4 years in and I’m literally living day to day what I always dreamed about. I’ve come to a conclusion about life recently, and it’s heightened since realizing the anniversary of my dream. The revelation of life is this: what an odd thing to dream about the future, and suddenly catch up to your dream. What happens when after planning and awaiting you’re suddenly there? We dream and we dream and we dream. We work towards our dream and plan for our dream and pray for our dream. Then one day we reach that dream and suddenly our dream is our new normal. Life gets stationary. It’s so easy to get caught up in the routine day to day, the pulse of life that sweeps us up in the waves of progression and bills and sales. It’s a paradox, too: dreams tarnish right before our eyes, but we don’t recognize it because the world keeps moving, and we must keep up. 

The beauty of dreams, though, is they are only tarnished. They may be dulled but they’re not different. Dreams can be rediscovered, recognized again, lived out fully and purposefully now, new dreams can be provoked and built upon. Dreams can be polished. 

Human nature keeps us inclined to get distracted and defeated, to forget the accomplishments we’ve achieved so far, and forget the joy and excitement in pursuing more, dreaming bigger. I want to always remember to be content but never complacent. 

My dream of moving to Tennessee carried me from 12 to 21. I moved to southeast Tennessee after 9 years of yearning for it.
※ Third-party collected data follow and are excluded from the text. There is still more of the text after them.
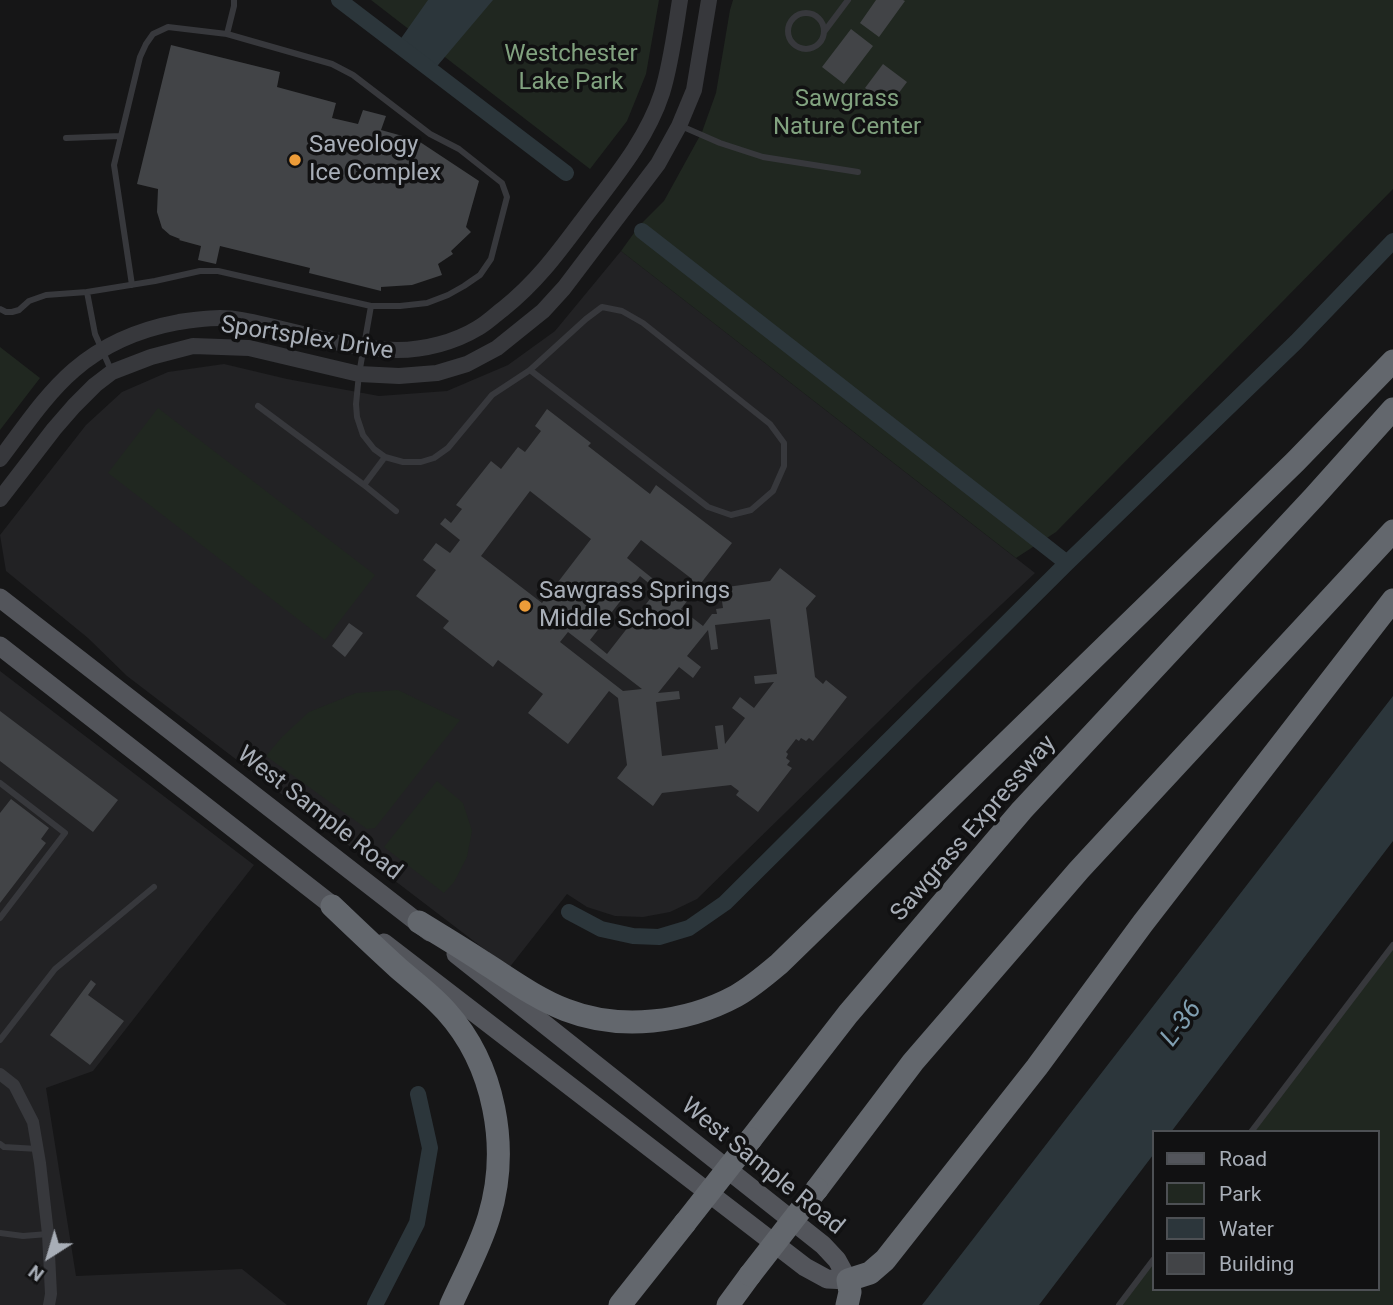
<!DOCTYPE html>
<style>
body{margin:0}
#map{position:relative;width:1393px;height:1305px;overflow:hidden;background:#161617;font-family:Roboto,sans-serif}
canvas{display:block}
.legend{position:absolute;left:1152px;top:1130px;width:228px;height:161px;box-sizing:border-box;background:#111112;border:2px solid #4d5054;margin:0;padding:9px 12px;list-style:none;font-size:21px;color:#a8aeb7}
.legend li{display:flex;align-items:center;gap:14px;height:35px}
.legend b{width:35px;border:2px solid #4d5054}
.north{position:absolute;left:14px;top:1221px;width:70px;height:70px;-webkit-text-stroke:5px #111112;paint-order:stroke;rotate:217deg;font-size:19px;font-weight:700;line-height:28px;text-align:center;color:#a8aeb7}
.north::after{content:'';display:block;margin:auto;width:24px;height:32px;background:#a8aeb7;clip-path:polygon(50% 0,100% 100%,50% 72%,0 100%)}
</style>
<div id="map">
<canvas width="1393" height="1305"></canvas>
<ul class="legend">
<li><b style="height:9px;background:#53555b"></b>Road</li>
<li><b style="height:19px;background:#202720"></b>Park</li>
<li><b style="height:19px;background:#2c363b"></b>Water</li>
<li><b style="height:19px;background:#424447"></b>Building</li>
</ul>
<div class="north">N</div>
</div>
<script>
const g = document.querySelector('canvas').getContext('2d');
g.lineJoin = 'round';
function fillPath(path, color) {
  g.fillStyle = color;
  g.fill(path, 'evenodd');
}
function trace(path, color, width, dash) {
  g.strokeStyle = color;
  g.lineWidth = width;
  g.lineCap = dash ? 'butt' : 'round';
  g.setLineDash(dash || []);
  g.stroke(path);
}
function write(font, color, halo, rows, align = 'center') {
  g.font = font + ' Roboto,sans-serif';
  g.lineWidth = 7;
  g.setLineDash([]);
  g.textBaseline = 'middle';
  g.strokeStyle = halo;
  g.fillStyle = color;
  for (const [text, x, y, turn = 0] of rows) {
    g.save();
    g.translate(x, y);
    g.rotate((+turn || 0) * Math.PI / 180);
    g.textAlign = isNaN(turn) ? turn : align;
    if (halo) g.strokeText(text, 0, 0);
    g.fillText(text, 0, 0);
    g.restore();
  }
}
const built = new Path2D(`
 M621,251L1035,573L923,678L697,899L670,912L643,917L615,916L587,907L567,894L509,968L127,676L88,638L6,571L0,535L86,425L122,392L168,372L224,364L287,379L379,396L447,391L508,365L555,331Z
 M0,671L254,865L93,1071L46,1088L76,1276L242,1269L287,1305H0Z`);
const green = new Path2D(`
 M371,0H659L646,74L627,121L590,169Z
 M733,0H1393V189L1056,532L1016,558L621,251L639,226L664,201L702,132L716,93L730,10Z
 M0,347L40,378L0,430Z
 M158,408L375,575L325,640L108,473Z
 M398,690L460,720L375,828L367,829L266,756L282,737L309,712L356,693Z
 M437,781L463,803L472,831L467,857L454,882L444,893L384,847Z
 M1393,945V1305H1119L1153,1260V1289H1377V1132H1251Z`);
const water = new Path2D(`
 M428,0H493L433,71L397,44Z
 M1393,696V841L1171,1132H1153V1155L1039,1305H922Z`);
const canal = new Path2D(`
 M339,0L566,173
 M642,231L1067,563
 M569,912L601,929L633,936L659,937L689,928L725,903L1067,563L1296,342L1393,241
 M375,1305L417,1223L430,1148L418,1094`);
const building = new Path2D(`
 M876,0H903L905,1L879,37L860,23Z
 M851,29L873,46L844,84L822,67Z
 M171,45L280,72L277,87L336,103L332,118L358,124L363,110L386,116L381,130L417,140L479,181L466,227L471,232L451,251L453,254L438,264L442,275L412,285L381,287V291L309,273L310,268L220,246L216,264L198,260L201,246L179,240L180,239L170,235L162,228L157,212L158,189L137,184Z
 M883,64L907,82L889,106L865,88Z
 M547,409L591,443L588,446L650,494L656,485L732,543L681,609L703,626L712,614H717L716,609L723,608L720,588L770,581L780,568L816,596L806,608L815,677L823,684L826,680L847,697L813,741L809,738L806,741L801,738L799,741L796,739L786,752L788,754L786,758L790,761L787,765L792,768L758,812L736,795L739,791L731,785L662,793L653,806L617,778L627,765L618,698L609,691L568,744L528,713L543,694L498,660L493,667L443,628L449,621L416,596L436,570L423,560L436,543L450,553L460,540L440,524L445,518L451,523L462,509L456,505L491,461L501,469L518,447L525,452L541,431L535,426ZM530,491L591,539L542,603L481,556ZM641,540L692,579L677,598L627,558ZM640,576L657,590L607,654L590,640ZM770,619L777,674L754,676L755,684L774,682L754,708L740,697L732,708L745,718L725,744L723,725L715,726L718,749L662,756L656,702L680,699L679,691L658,693L679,667L693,678L701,667L687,656L708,630L711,650L718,649L715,625ZM568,632L642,689L623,691L560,642Z
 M349,623L363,633L345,657L332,646Z
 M0,711L118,800L93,832L0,761Z
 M11,799L49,828L41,839L46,843L0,903V813Z
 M91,980L96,984L88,995L124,1021L90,1065L50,1035Z`);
const service = new Path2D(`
 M788 31a18 18 0 1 1 36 0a18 18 0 1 1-36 0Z
 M824,32L848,0
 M227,34L234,6V0
 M681,126L720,143L763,157L858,172
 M66,138L121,136
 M87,292L95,334L111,370
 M371,306L359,374L356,404L357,417L363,435L374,449L385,457L403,462H421L434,458L448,448L492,395L530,370L586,319L602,307L622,311L643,323L770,424L784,443V466L773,491L751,510L731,515L708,507L530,370
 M0,309L6,312H12L19,310L29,301L46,295L87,292L155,281L200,271H218L371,306H400L427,303L448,295L464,286L480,275L491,259L507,197L502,183L459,149L430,134L353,75L332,64L227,34L168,27L153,34L146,44L140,57L114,165L132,285
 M258,406L364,485L385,457
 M364,485L396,511
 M0,783L65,833L0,918
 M0,1040L55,969L154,887
 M1251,1132L1393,945
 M0,1144L4,1147L38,1149
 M0,1233L23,1236L48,1234
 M1119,1305L1153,1260`);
const minor = new Path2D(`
 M0,1074L14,1085L33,1122L40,1163L48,1234L51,1294L49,1305`);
const tertiary = new Path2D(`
 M0,459C23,429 45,395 74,370C104,344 141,329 179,322C199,319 221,316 242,320C294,329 344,350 397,350C425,350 455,342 478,328C487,323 495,315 503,309C539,280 560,250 587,214C615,177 647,139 662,93C671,64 675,31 680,0
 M0,499L54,429L74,406L95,385L112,372L151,357L193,346L249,348L359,374L399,376L437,373L467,364L497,348L543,311L564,288L658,164L679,126L694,90L709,0`);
const primary = new Path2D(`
 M0,598L430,932
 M0,646L342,913
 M384,943L805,1267L827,1279L848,1280L837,1260L823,1245L456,954`);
const motorway = new Path2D(`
 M332,906C354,927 376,948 398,968C414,982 432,995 446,1011C495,1065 510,1148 489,1217C480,1247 464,1276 451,1305
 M419,922C440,935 462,948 483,962C510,979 535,998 566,1010C620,1031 686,1023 736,996C752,987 766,975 779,964L1295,462L1393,361
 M751,1139L848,1014L1022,810L1314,497L1393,409
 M817,1189L913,1062L1079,870L1393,531
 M620,1305L685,1223
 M728,1305L750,1275
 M847,1305L850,1292L848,1280L870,1273L885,1260L1037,1067L1143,923L1393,600`);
const motorwayBridge = new Path2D(`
 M685,1223L751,1139
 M750,1275L817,1189`);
const markers = [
 [295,160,7,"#ed9c38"],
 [525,606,7,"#ed9c38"]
];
const parkNames = [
 ["Westchester",571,55],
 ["Lake Park",571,83],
 ["Sawgrass",847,100],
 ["Nature Center",847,128]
];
const poiNames = [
 ["Saveology",309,146],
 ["Ice Complex",309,174],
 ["Sawgrass Springs",539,592],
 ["Middle School",539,620]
];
const streetNames = [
 ["Sportsplex Drive",307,339,9],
 ["West Sample Road",319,814,38],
 ["Sawgrass Expressway",974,829,-49],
 ["West Sample Road",762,1167,39]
];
const waterNames = [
 ["L-36",1182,1024,-53]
];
fillPath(built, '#222224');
fillPath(green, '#202720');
fillPath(water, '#2c363b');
trace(canal, '#2c363b', 16);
fillPath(building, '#424447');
trace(service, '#37383c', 6);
trace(minor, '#37383c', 12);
trace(tertiary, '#37383c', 16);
trace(primary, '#53555b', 19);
trace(motorway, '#63676d', 23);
trace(motorwayBridge, '#63676d', 23);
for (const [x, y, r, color] of markers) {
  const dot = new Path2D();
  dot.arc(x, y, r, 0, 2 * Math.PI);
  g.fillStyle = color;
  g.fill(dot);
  trace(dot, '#111112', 2.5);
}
write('24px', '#81a27f', '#111112', parkNames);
write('24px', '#a8aeb7', '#111112', poiNames, 'left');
write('24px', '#a8aeb7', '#111112', streetNames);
write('italic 26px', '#809fb1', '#111112', waterNames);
</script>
And, I’ve been here 4 years to the day. It still charms me and I’m still humbled by God’s grace and goodness that placed me here. I literally feel like I’m living my dream when I drive the curve of a backroad. But there are days I forget. I get swept up in the busyness and the dissatisfaction and the burnout. It’s time to polish.

Simple songs

I love sinking into the sounds of my surroundings. The way I feel most present is by listening. 

I hear a distant train’s angry horn muffled my miles in between me and it. I hear a toddler crying a few houses away. I wonder if his sibling took the ball away from him or maybe he fell off of his bike. I also hear older kids screaming with joy and courage, followed by laughter. It sounds like they’re skateboarding, almost a make-shift kind. Then there are birds and barking dogs. So many of each at once, they join together in a surprisingly beautiful duet. The birds and dogs are difficult to separate among each, respectively.

Closer to me, the sound of the subtle woosh of pages I’m turning and the fly that’s swirling around the front porch create a paradox. 

I’m still and joyful in observing the sounds, I don’t even hear my own breathing, but I hear the swooshing of the trees that are helping me to.

Every once in a blue moon

The perfect way to enjoy a Blue Moon is when it is 52 degrees and partly cloudy in early March at about 5 in the afternoon. The sun, poking out behind the clouds, touches your skin just enough to keep you comfortable, but the chill of the time of year dances around your shoulders. You’re on your front porch with a couple of friends, a little chilled from the weather, but warmed by the comfort of belgian-wheat and charmed by the subtle Valencia orange taste. The cold bottle doesn’t make you colder, it in fact enhances your experience and the balance of full-bodied flavor and mellow, understated taste coincides to exceed all expectations. Every once in a blue moon simple life becomes magnificent.